Ayden Duffy

Personal information
- Full name: Ayden Stuart Duffy
- Date of birth: 16 November 1986 (age 39)
- Place of birth: Kettering, England
- Position: Goalkeeper

Youth career
- 2003–2006: Lincoln City

Senior career*
- Years: Team / Apps / (Gls)
- 2004–2009: Lincoln City / 5 / (0)
- 2004: → Grantham Town (loan)
- 2005: → Bourne Town (loan)
- 2005: → Buxton (loan)
- 2005: → Lincoln Moorlands Railway (loan)
- 2006: → Stamford (loan)
- 2006: → Cambridge United (loan) / 2 / (0)
- 2006: → Stamford (loan) / ? / (?)
- 2006: → Worksop Town (loan)
- 2009: Corby Town / 0 / (0)
- 2009: Gainsborough Trinity / 1 / (0)
- 2009: Hyde United
- 2009–2010: Grantham Town
- 2010–2011: Lincoln Moorlands Railway
- 2011: Staveley Miners Welfare
- 2011–2012: Shepshed Dynamo
- 2012–2013: Retford United
- 2017–2018: Histon

= Ayden Duffy =

English footballer (born 1986)

Ayden Stuart Duffy (born 16 November 1986) is an English former footballer who played as a goalkeeper.

He played as a professional in the Football League for Lincoln City where he made five League appearances and was loaned out to a host of Non-League sides during his tenure at Sincil Bank which notably included a spell with Cambridge United. He also featured on loan for Grantham Town, Bourne Town, Buxton, Lincoln Moorlands Railway, Stamford and Worksop Town. Released in 2009, Duffy went on to play for Corby Town, Gainsborough Trinity, Hyde United, Staveley Miners Welfare, Shepshed Dynamo, Retford United and Histon.

==Career==

===Lincoln City===
Duffy was born in Kettering but brought up in Colsterworth. Involved with the Lincoln City academy, he signed a three-year scholarship with the club in the summer of 2003.

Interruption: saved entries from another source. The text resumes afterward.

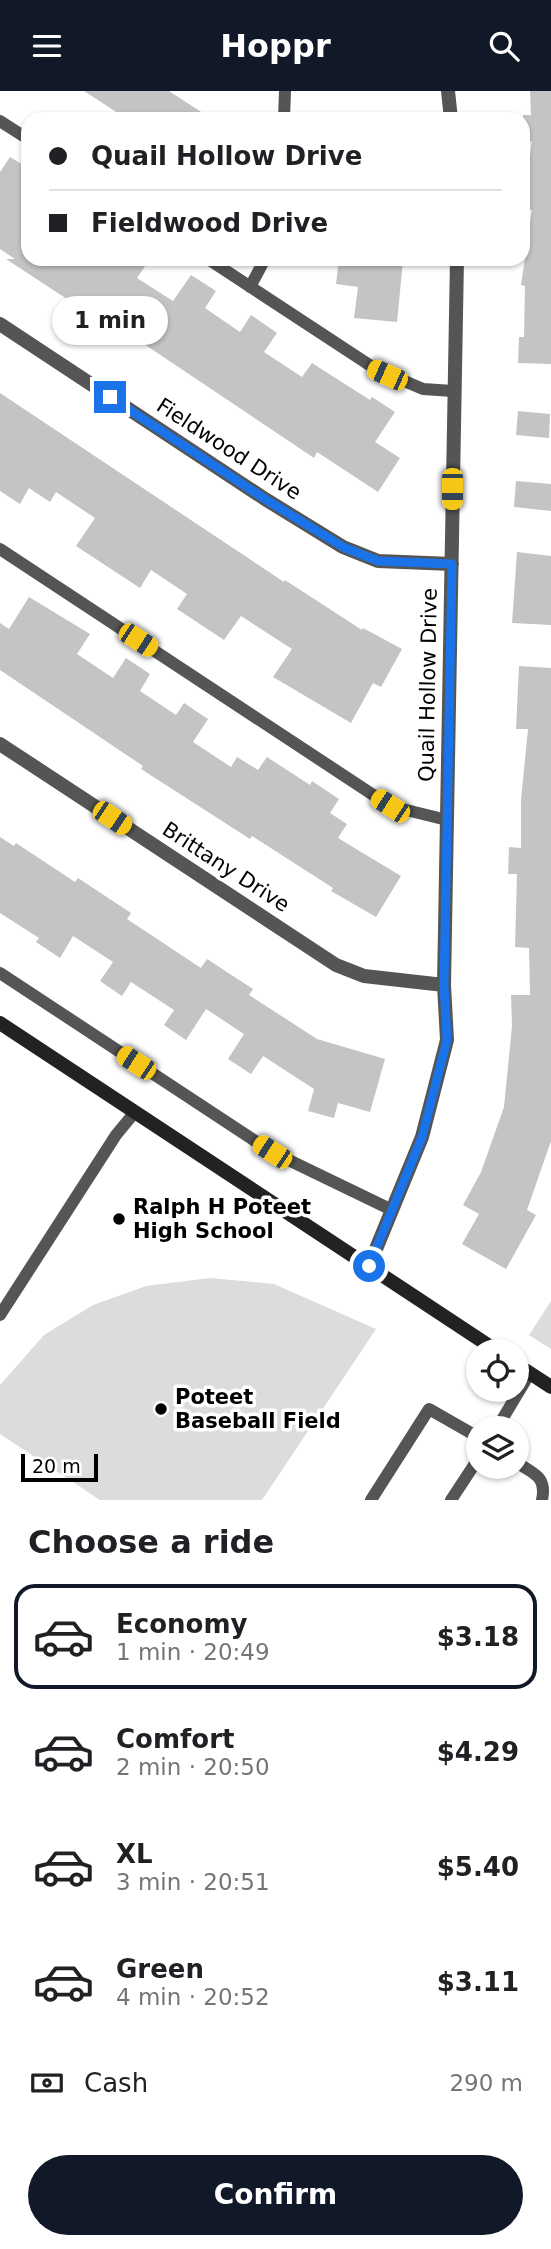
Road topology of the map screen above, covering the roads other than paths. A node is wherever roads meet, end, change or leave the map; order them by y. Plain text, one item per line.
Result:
1 (285, 91) edge
2 (447, 91) edge
3 (284, 112) edge
4 (450, 112) edge
5 (0, 121) edge
6 (21, 134) edge
7 (218, 266) edge
8 (261, 266) edge
9 (457, 266) edge
10 (250, 287) junction
11 (0, 324) edge
12 (453, 391) junction
13 (0, 549) edge
14 (452, 564) junction
15 (0, 744) edge
16 (447, 820) junction
17 (0, 973) edge
18 (444, 985) junction
19 (0, 1023) edge
20 (135, 1112) junction
21 (392, 1210) junction
22 (369, 1266) junction
23 (0, 1315) edge
24 (479, 1339) edge
25 (530, 1373) joint
26 (551, 1387) edge
27 (504, 1416) edge
28 (466, 1430) edge
29 (529, 1470) edge
30 (466, 1477) edge
31 (371, 1500) edge
32 (451, 1500) edge
33 (542, 1500) edge

1 - 3 lane
2 - 4 street
5 - 6 lane
7 - 10 lane
8 - 10 lane
9 - 12 street, Quail Hollow Drive
10 - 12 lane
11 - 14 street, Fieldwood Drive
12 - 14 street, Quail Hollow Drive
13 - 16 lane
14 - 16 street, Quail Hollow Drive
15 - 18 street, Brittany Drive
16 - 18 street, Quail Hollow Drive
17 - 21 lane
18 - 21 street, Quail Hollow Drive
19 - 20 street
20 - 22 street
20 - 23 lane
21 - 22 street, Quail Hollow Drive
22 - 24 street
25 - 26 street
25 - 27 lane
28 - 31 lane
29 - 33 lane
30 - 32 lane

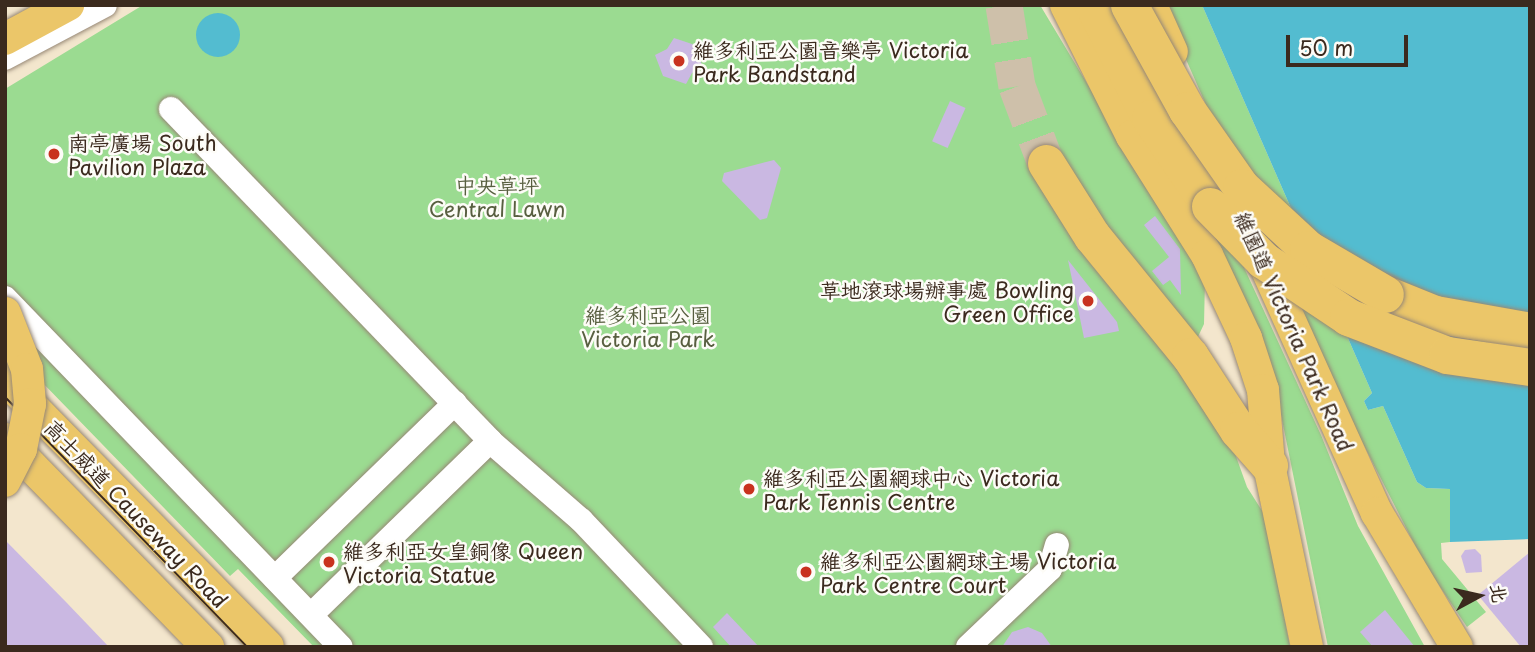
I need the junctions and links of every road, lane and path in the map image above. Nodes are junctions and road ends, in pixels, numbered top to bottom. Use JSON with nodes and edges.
{"nodes":[{"id":1,"x":29,"y":5,"type":"edge"},
{"id":2,"x":68,"y":5,"type":"edge"},
{"id":3,"x":105,"y":5,"type":"edge"},
{"id":4,"x":1066,"y":5,"type":"edge"},
{"id":5,"x":1093,"y":5,"type":"edge"},
{"id":6,"x":1129,"y":5,"type":"edge"},
{"id":7,"x":1151,"y":5,"type":"edge"},
{"id":8,"x":5,"y":19,"type":"edge"},
{"id":9,"x":5,"y":39,"type":"edge"},
{"id":10,"x":5,"y":58,"type":"edge"},
{"id":11,"x":171,"y":109,"type":"dead end"},
{"id":12,"x":1046,"y":163,"type":"tunnel mouth"},
{"id":13,"x":5,"y":298,"type":"edge"},
{"id":14,"x":5,"y":313,"type":"edge"},
{"id":15,"x":1530,"y":331,"type":"edge"},
{"id":16,"x":5,"y":352,"type":"edge"},
{"id":17,"x":1530,"y":367,"type":"edge"},
{"id":18,"x":5,"y":379,"type":"edge"},
{"id":19,"x":455,"y":403,"type":"junction"},
{"id":20,"x":32,"y":406,"type":"junction"},
{"id":21,"x":5,"y":428,"type":"edge"},
{"id":22,"x":5,"y":439,"type":"edge"},
{"id":23,"x":490,"y":441,"type":"junction"},
{"id":24,"x":1269,"y":465,"type":"junction"},
{"id":25,"x":5,"y":481,"type":"edge"},
{"id":26,"x":1057,"y":545,"type":"dead end"},
{"id":27,"x":275,"y":578,"type":"junction"},
{"id":28,"x":311,"y":615,"type":"junction"},
{"id":29,"x":208,"y":647,"type":"edge"},
{"id":30,"x":268,"y":647,"type":"edge"},
{"id":31,"x":341,"y":647,"type":"edge"},
{"id":32,"x":701,"y":647,"type":"edge"},
{"id":33,"x":968,"y":647,"type":"edge"},
{"id":34,"x":1307,"y":647,"type":"edge"},
{"id":35,"x":1458,"y":647,"type":"edge"}],
"edges":[{"from":1,"to":8,"type":"main road"},
{"from":2,"to":9,"type":"main road"},
{"from":3,"to":10,"type":"street"},
{"from":4,"to":24,"type":"main road"},
{"from":5,"to":17,"type":"highway","bridge":true},
{"from":6,"to":15,"type":"highway","bridge":true},
{"from":7,"to":35,"type":"main road","name":"維園道 Victoria Park Road"},
{"from":11,"to":19,"type":"street"},
{"from":12,"to":24,"type":"highway"},
{"from":13,"to":27,"type":"street"},
{"from":14,"to":25,"type":"main road","bridge":true},
{"from":16,"to":22,"type":"main road"},
{"from":18,"to":20,"type":"main road","name":"高士威道 Causeway Road"},
{"from":19,"to":23,"type":"street"},
{"from":19,"to":27,"type":"street"},
{"from":20,"to":21,"type":"street"},
{"from":20,"to":30,"type":"main road","name":"高士威道 Causeway Road"},
{"from":22,"to":29,"type":"main road","name":"高士威道 Causeway Road"},
{"from":23,"to":28,"type":"street"},
{"from":23,"to":32,"type":"street"},
{"from":24,"to":34,"type":"main road"},
{"from":26,"to":33,"type":"street"},
{"from":27,"to":28,"type":"street"},
{"from":28,"to":31,"type":"street"}]}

During his scholarship, Duffy spent a number of periods on work experience with local non-league sides. In November 2004, he linked up with Grantham Town, celebrating his 18th birthday by keeping a clean sheet on his Grantham debut. At the turn of the year he joined Bourne Town.

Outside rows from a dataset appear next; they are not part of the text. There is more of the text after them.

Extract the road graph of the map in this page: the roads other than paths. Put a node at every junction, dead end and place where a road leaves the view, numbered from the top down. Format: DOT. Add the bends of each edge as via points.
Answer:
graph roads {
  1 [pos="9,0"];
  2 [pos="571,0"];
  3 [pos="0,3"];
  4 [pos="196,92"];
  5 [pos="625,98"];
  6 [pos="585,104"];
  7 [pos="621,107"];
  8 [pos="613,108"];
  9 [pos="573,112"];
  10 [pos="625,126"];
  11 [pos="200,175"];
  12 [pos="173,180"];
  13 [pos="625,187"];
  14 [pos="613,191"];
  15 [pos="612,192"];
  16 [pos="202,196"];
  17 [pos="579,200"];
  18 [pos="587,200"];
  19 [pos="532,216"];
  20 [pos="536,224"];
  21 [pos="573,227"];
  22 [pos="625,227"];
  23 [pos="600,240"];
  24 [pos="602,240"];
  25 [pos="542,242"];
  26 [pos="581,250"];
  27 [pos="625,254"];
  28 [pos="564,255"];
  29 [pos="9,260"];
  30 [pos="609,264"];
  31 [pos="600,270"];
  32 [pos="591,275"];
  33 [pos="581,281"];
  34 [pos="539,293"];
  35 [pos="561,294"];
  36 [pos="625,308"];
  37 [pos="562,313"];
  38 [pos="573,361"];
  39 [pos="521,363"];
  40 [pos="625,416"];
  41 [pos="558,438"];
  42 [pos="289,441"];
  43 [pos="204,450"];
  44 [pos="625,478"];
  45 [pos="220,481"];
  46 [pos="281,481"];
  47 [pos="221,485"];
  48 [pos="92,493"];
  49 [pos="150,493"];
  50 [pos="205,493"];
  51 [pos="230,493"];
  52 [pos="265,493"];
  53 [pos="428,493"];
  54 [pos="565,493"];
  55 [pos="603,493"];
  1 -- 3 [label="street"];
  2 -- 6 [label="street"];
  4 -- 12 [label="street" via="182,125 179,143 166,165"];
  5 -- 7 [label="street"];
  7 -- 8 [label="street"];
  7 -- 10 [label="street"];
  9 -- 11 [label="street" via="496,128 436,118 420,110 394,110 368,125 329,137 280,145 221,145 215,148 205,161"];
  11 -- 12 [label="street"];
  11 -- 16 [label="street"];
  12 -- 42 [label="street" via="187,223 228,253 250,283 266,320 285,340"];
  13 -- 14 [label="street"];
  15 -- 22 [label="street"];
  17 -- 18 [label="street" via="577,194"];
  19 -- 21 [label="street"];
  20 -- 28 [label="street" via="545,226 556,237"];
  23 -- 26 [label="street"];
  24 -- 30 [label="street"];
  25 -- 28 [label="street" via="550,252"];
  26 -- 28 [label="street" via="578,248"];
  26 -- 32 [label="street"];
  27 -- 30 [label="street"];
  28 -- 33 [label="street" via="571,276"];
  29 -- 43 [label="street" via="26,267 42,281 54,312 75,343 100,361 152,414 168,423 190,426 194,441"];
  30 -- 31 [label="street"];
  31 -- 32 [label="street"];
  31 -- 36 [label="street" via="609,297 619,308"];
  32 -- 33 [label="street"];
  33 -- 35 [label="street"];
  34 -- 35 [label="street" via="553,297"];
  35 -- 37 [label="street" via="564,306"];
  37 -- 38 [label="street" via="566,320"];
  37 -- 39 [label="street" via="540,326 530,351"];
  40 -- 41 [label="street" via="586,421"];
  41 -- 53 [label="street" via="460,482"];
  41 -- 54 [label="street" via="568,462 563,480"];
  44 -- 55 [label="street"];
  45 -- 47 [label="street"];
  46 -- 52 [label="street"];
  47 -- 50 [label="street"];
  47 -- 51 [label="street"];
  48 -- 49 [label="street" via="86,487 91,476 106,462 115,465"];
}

At the beginning of the 2005–06 season, he spent an eventful spell with Buxton. He produced a Man of the Match display, including a penalty save, against Newcastle Town in the FA Cup only for Newcastle to protest about his eligibility; the protest was unsuccessful. In the league game against Maltby Main he was beaten by a long punt from his opposite goalkeeper. In December 2005, he assisted Lincoln Moorlands. In January 2006, he joined Stamford. He stayed at Stamford before Lincoln recalled him, to enable him to link up with Cambridge United. He played twice for the Us, suffering an unfortunate debut when he palmed the ball into his own net against Morecambe. He was, however, offered support by the then Cambridge boss Rob Newman. He returned to Stamford, helping them to promotion to the Southern League Premier Division with a play-off victory against Wivenhoe Town.

In the summer of 2006, Duffy accepted a one-year professional contract with Lincoln City. His first season saw him spend time on loan at Worksop Town where a broken leg ended his season. He accepted a further one-year contract and on 12 April 2008 made his professional debut, replacing the injured Alan Marriott in the 2–1 victory against Chester City.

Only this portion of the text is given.